_EXERCISE DESCRIPTION_.
Give all of the data below again exactly, and drop the images.

Stored records

···

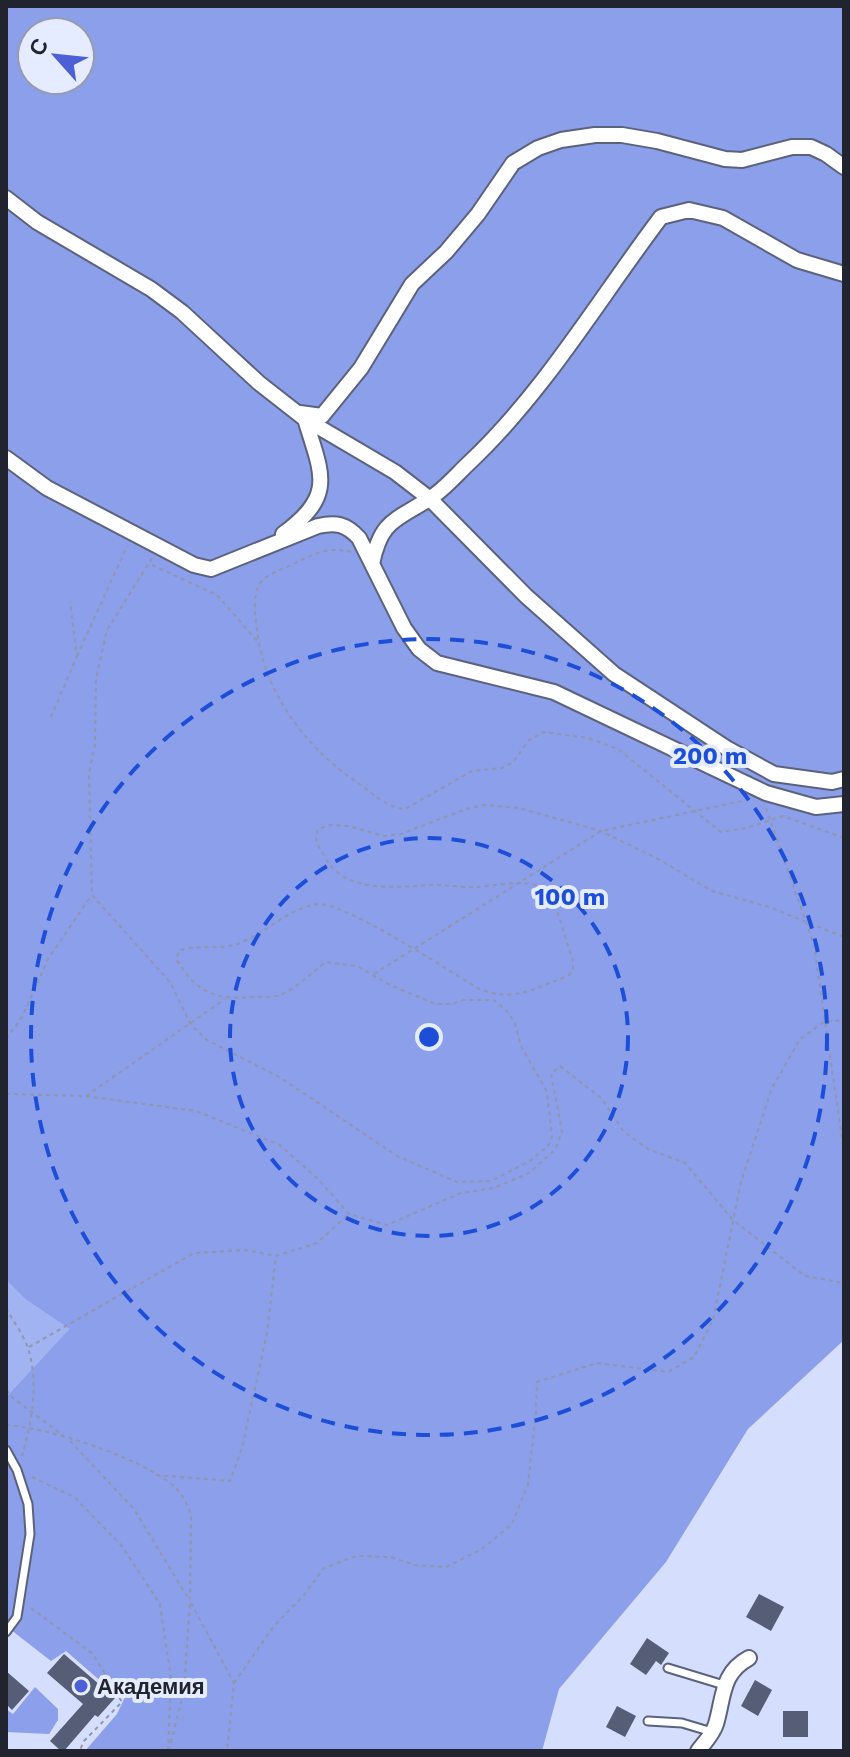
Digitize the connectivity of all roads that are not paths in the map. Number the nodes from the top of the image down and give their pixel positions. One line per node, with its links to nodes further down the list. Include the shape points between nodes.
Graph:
1 (844, 167): 4 (street, via 811,147 725,159 622,135 572,138 538,148 513,163 478,214 412,284 361,368 322,416)
2 (6, 198): 4 (street, via 162,296)
3 (844, 274): 6 (street, via 797,260 723,218 689,210 661,217 519,410)
4 (302, 416): 6 (street); 7 (street, via 322,473 319,491 306,517)
5 (6, 458): 7 (street, via 47,488 194,565 211,569)
6 (430, 499): 8 (street, via 389,522 376,543); 9 (street, via 526,596 614,674 774,774)
7 (270, 544): 8 (street, via 334,522 359,538)
8 (372, 564): 10 (street, via 404,628 437,663 554,692 765,798 816,807)
9 (844, 779)
10 (844, 804)
11 (6, 1450): 12 (lane, via 28,1504 30,1534 17,1617)
12 (6, 1632)
13 (749, 1658): 15 (street, via 731,1671)
14 (668, 1668): 15 (lane)
15 (724, 1685): 17 (street)
16 (648, 1721): 17 (lane)
17 (713, 1732): 18 (street)
18 (698, 1751)

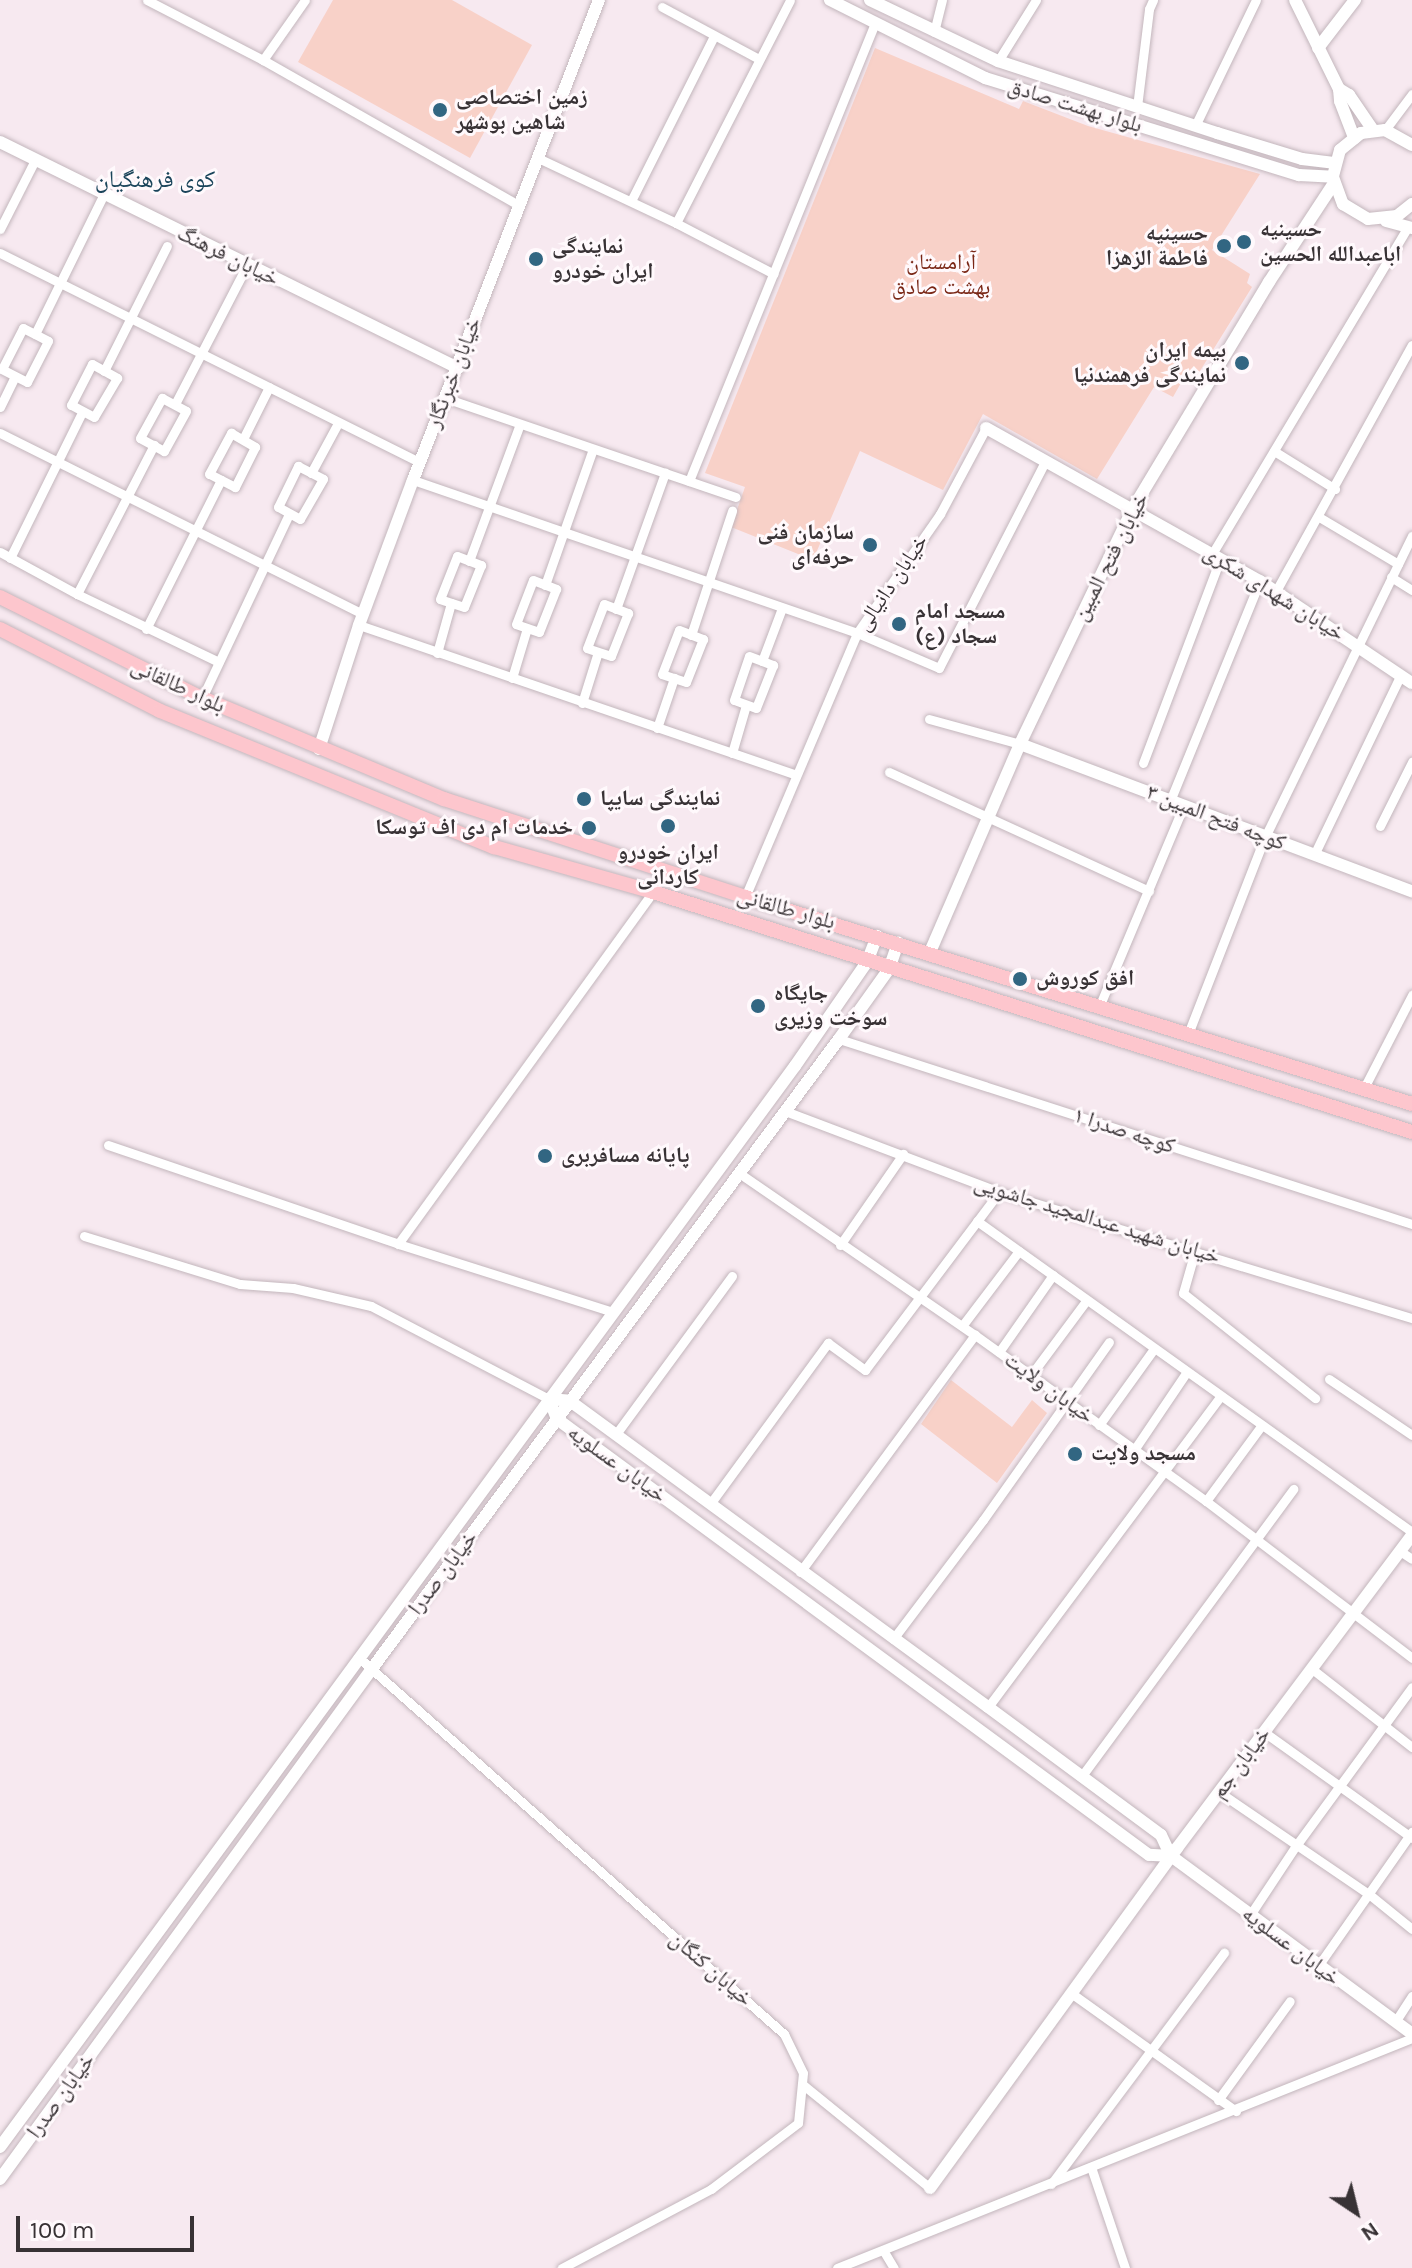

···

_ANSWER TO THIS EXERCISE_.
Digitize the connectivity of all roads that are not paths in the map. Number the nodes from the top of the image down and give their pixel positions. One line per node, with its links to nodes further down the list. Include the shape points between nodes.
Graph:
1 (844, 167): 4 (street, via 811,147 725,159 622,135 572,138 538,148 513,163 478,214 412,284 361,368 322,416)
2 (6, 198): 4 (street, via 162,296)
3 (844, 274): 6 (street, via 797,260 723,218 689,210 661,217 519,410)
4 (302, 416): 6 (street); 7 (street, via 322,473 319,491 306,517)
5 (6, 458): 7 (street, via 47,488 194,565 211,569)
6 (430, 499): 8 (street, via 389,522 376,543); 9 (street, via 526,596 614,674 774,774)
7 (270, 544): 8 (street, via 334,522 359,538)
8 (372, 564): 10 (street, via 404,628 437,663 554,692 765,798 816,807)
9 (844, 779)
10 (844, 804)
11 (6, 1450): 12 (lane, via 28,1504 30,1534 17,1617)
12 (6, 1632)
13 (749, 1658): 15 (street, via 731,1671)
14 (668, 1668): 15 (lane)
15 (724, 1685): 17 (street)
16 (648, 1721): 17 (lane)
17 (713, 1732): 18 (street)
18 (698, 1751)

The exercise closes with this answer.